Partager:
Malgré la solitude et le déracinement, Guo Ting, 27 ans, a quitté son emploi stable pour tenter de réaliser son rêve: devenir actrice dans le "Hollywood chinois", en quête comme beaucoup de jeunes Chinois d'une vie plus épanouissante.
La jeune femme, qui habitait jusqu'alors à Pékin, dans le nord, a dû s'habituer au climat plus humide de Hengdian (est de la Chine), où se trouvent les grands studios de cinéma et agences de casting.
Guo Ting fait partie de cette vague de jeunes qui préfèrent délaisser leur emploi stable, même bien payé, pour poursuivre une carrière alternative - bien plus risquée financièrement mais selon eux davantage riche de sens.
Elle rêvait de devenir actrice depuis toute jeune, mais en avait été découragée par des parents pragmatiques qui préféraient qu'elle s'assure un avenir stable.
Mais après des années de travail dans un bureau, Guo Ting pense désormais que "le plus important est d'être heureuse".
Devenir influenceur ou artiste, voyager dans un minivan: les médias chinois et les réseaux sociaux ont accordé ces dernières années une attention croissante à ces jeunes qui plaquent tout pour une autre vie.
Même s'ils restent une minorité, leur médiatisation croissante et l'intérêt qu'ils suscitent reflètent les changements à l'œuvre dans la deuxième économie mondiale, après des décennies de croissance effrénée.
Certaines personnes, notamment issues de milieux aisés, "tentent désormais de redéfinir ce qui constitue la réussite", autrefois uniquement mesurée à la taille du compte en banque, explique à l'AFP Miao Jia, experte en sociologie à l'antenne de l'université de New York à Shanghai.
"Lorsqu'ils reçoivent une bonne éducation et une fois qu'ils ont bénéficié de la forte croissance économique, (les jeunes) commencent à réfléchir aux choses qui peuvent vraiment les rendre heureux", souligne-t-elle.
- "Bien plus diverse" -
L'intense compétition sur le marché de l'emploi conduit beaucoup de jeunes à une forme de renoncement à cette vie de stress, matérialisée par le concept "tangping" ("s'allonger sur le dos") apparu ces dernières années.
Le taux de chômage des 16-24 ans (étudiants exclus) était de 14,2% en mai.
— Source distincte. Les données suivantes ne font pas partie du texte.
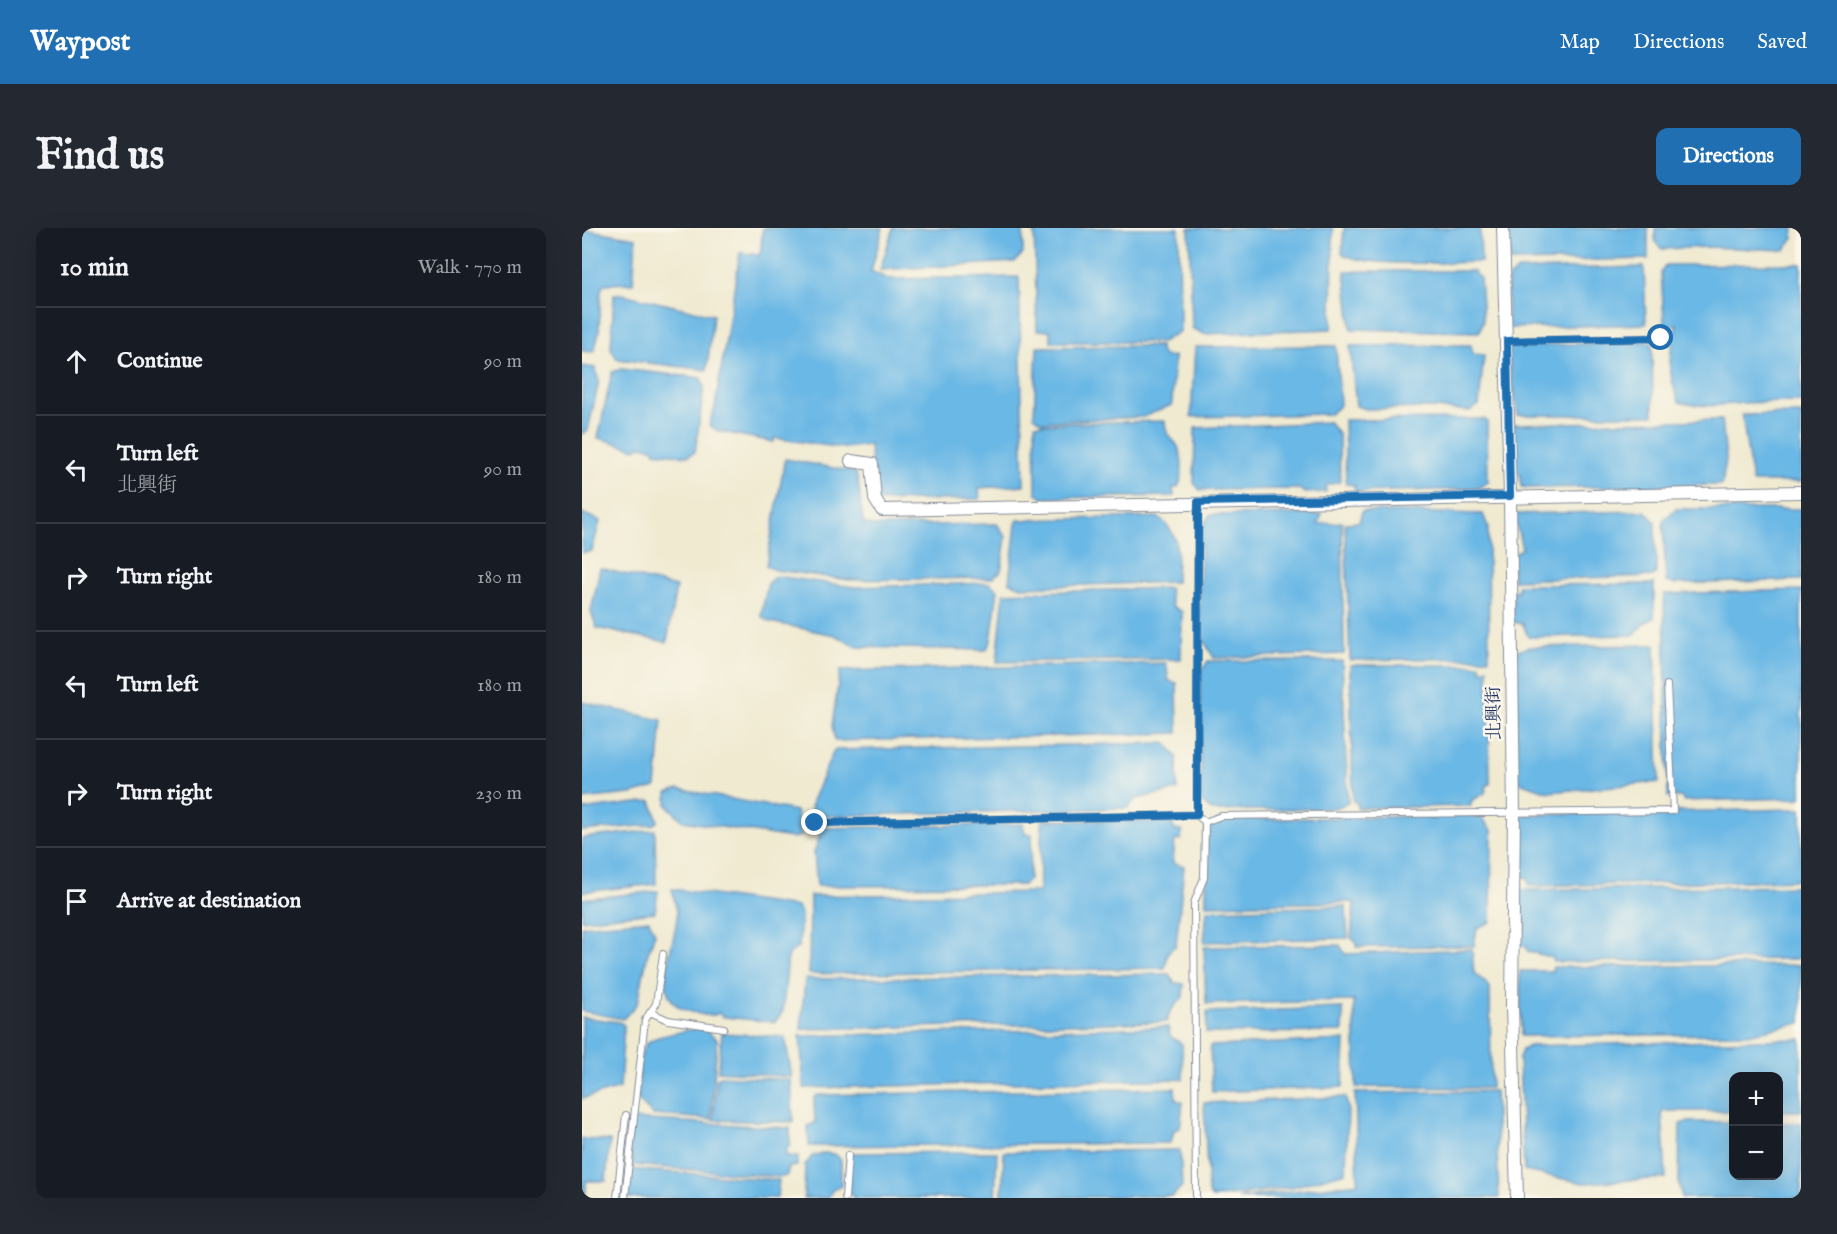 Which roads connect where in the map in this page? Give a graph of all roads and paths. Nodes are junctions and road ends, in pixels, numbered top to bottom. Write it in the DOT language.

Le ralentissement économique et les licenciements dans le secteur privé ont conduit à un regain d'intérêt pour les postes de fonctionnaires - moins bien payés mais à la stabilité très recherchée.
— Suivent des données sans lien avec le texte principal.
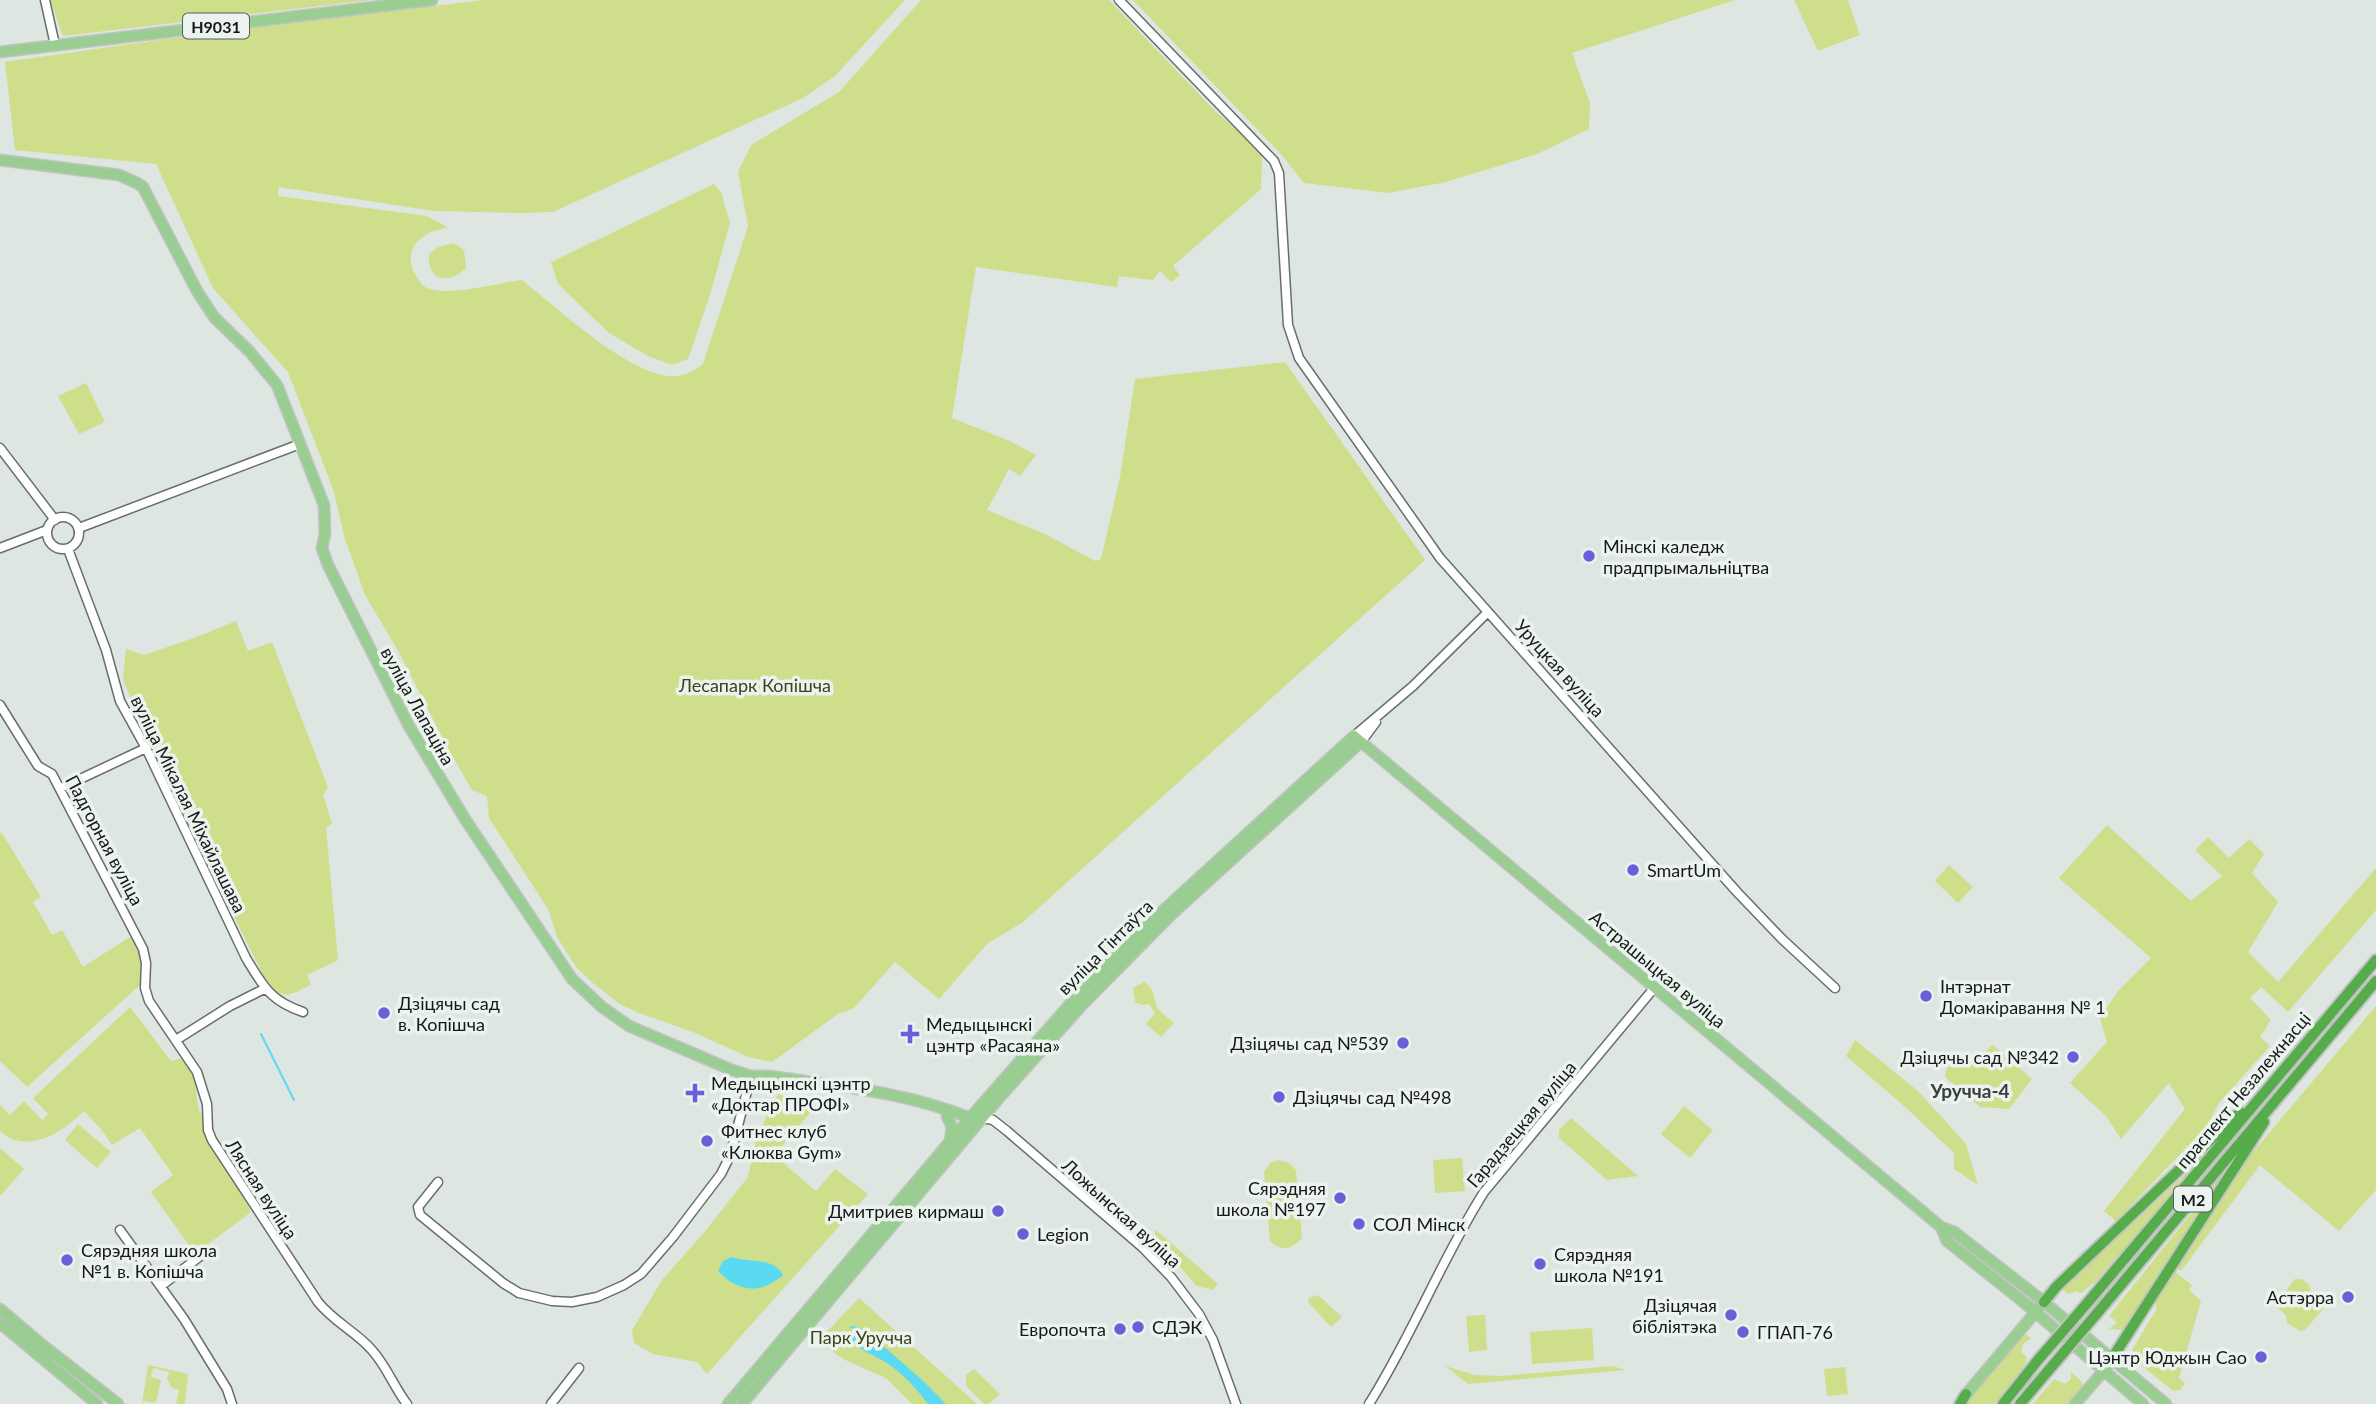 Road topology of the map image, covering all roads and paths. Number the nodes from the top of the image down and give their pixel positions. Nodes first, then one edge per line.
1 (45, 0) edge
2 (432, 0) edge
3 (1119, 0) edge
4 (55, 46) junction
5 (0, 52) edge
6 (0, 160) edge
7 (300, 444) junction
8 (0, 448) edge
9 (55, 520) junction
10 (79, 528) junction
11 (47, 530) junction
12 (0, 548) edge
13 (68, 549) junction
14 (1488, 612) junction
15 (0, 705) edge
16 (1357, 739) junction
17 (146, 748) junction
18 (61, 789) junction
19 (2376, 960) edge
20 (146, 964) joint
21 (2376, 981) edge
22 (1655, 987) junction
23 (1835, 988) dead end
24 (264, 989) junction
25 (303, 1012) dead end
26 (176, 1040) junction
27 (751, 1076) junction
28 (2275, 1080) junction
29 (2287, 1087) junction
30 (947, 1116) junction
31 (970, 1118) junction
32 (982, 1118) junction
33 (950, 1143) junction
34 (438, 1182) dead end
35 (1941, 1227) junction
36 (120, 1230) dead end
37 (203, 1254) dead end
38 (161, 1286) junction
39 (2044, 1302) junction
40 (0, 1309) edge
41 (2036, 1312) junction
42 (0, 1323) edge
43 (2111, 1360) junction
44 (579, 1368) dead end
45 (2104, 1371) junction
46 (1966, 1394) joint
47 (97, 1404) edge
48 (118, 1404) edge
49 (232, 1404) edge
50 (407, 1404) edge
51 (551, 1404) edge
52 (728, 1404) edge
53 (742, 1404) edge
54 (1236, 1404) edge
55 (1369, 1404) edge
56 (1959, 1404) edge
57 (2003, 1404) edge
58 (2020, 1404) edge
59 (2075, 1404) edge
60 (2143, 1404) edge
61 (2166, 1404) edge

1 - 4 street
2 - 4 main road, Н9031
3 - 14 street, Уруцкая вуліца
4 - 5 main road, Н9031
6 - 7 main road, вуліца Лапаціна
7 - 10 street
7 - 27 main road, вуліца Лапаціна
8 - 9 street
9 - 10 street
9 - 11 street
10 - 13 street
11 - 12 street
11 - 13 street
13 - 17 street, вуліца Мікалая Міхайлашава
14 - 16 street
14 - 23 street, Уруцкая вуліца
15 - 18 street, Падгорная вуліца
16 - 22 main road, Астрашыцкая вуліца
16 - 31 main road, вуліца Гінтаўта
16 - 32 main road, вуліца Гінтаўта
17 - 18 street
17 - 24 street, вуліца Мікалая Міхайлашава
18 - 20 street, Падгорная вуліца
19 - 28 highway, праспект Незалежнасці / М2
20 - 26 street, Лясная вуліца
21 - 29 highway, праспект Незалежнасці / М2
22 - 35 main road, Астрашыцкая вуліца
22 - 55 street, Гарадзецкая вуліца
24 - 25 street
24 - 26 street
26 - 50 street, Лясная вуліца
27 - 30 main road
27 - 31 main road, вуліца Лапаціна
27 - 34 street
28 - 39 highway
28 - 57 highway, праспект Незалежнасці / М2, bridge
29 - 43 highway
29 - 58 highway, праспект Незалежнасці / М2, bridge
30 - 31 main road
30 - 33 main road
31 - 32 main road, Ложынская вуліца
31 - 33 main road, вуліца Гінтаўта
32 - 53 main road, вуліца Гінтаўта
32 - 54 street, Ложынская вуліца
33 - 52 main road, вуліца Гінтаўта
35 - 39 main road, Астрашыцкая вуліца
35 - 41 main road, Астрашыцкая вуліца
36 - 38 street
37 - 38 street
38 - 49 street
39 - 41 main road
39 - 43 main road, Астрашыцкая вуліца
40 - 48 main road
41 - 45 main road, Астрашыцкая вуліца
41 - 46 main road
42 - 47 main road
43 - 45 main road
43 - 61 main road, Астрашыцкая вуліца
44 - 51 street
45 - 59 main road
45 - 60 main road, Астрашыцкая вуліца
46 - 56 highway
"La jeune génération chinoise est, de façon croissante, bien plus diverse par rapport à la génération précédente", assure Miao Jia.
Beaucoup n'hésitent ainsi pas à tout quitter.
Comme Ouyang, 20 ans, originaire de la province du Henan (centre), qui vit désormais à Yiwu (est), plaque tournante du commerce mondial, où il travaille pour une petite entreprise de commerce en ligne.
"J'étais serveur dans un restaurant. C'était très chaotique et j'avais juste l'impression de tuer le temps en travaillant", explique le jeune homme qui a quitté l'école après le collège.
Rebuté par les bas salaires dans sa ville natale, Ouyang a sauté sur cette nouvelle opportunité d'emploi. Il fait désormais de la diffusion vidéo ("livestream") pour vendre en ligne des produits bon marché.
- Casting et salaire -
A Hengdian, Guo Ting se prépare pour une audition où elle doit interpréter une employée de bureau, ce qui était justement sa vie d'avant: elle se maquille minutieusement dans l'appartement qu'elle partage avec d'autres jeunes qui rêvent de percer dans le cinéma.
Arrivée devant le bureau de l'agent de casting, elle s'aperçoit que des dizaines de personnes attendent comme elle de passer en entretien.
"J'ai un peu de pression. Car tu ne joues pas dans un film quand tu veux et où tu veux. Ce sont d'autres qui décident de te prendre ou pas", déclare Guo Ting.
Elle arrive à gagner quelque 2.000 yuans mensuels (253 euros) - un revenu très faible alors qu'un emploi du bureau offre en général un salaire environ quatre fois plus important.
"Avant, j'avais un salaire stable et je n'avais jamais à m'inquiéter de ne pas avoir assez d'argent."
Difficile également pour elle de se retrouver seule à devoir démarcher de potentiels employeurs.
Mais Guo Ting explique que l'argent n'est pas la première motivation.
Les autres jeunes qui ont quitté leur emploi pour venir à Hengdian "avaient l'impression que suivre une routine toute faite était vide de sens", explique-t-elle.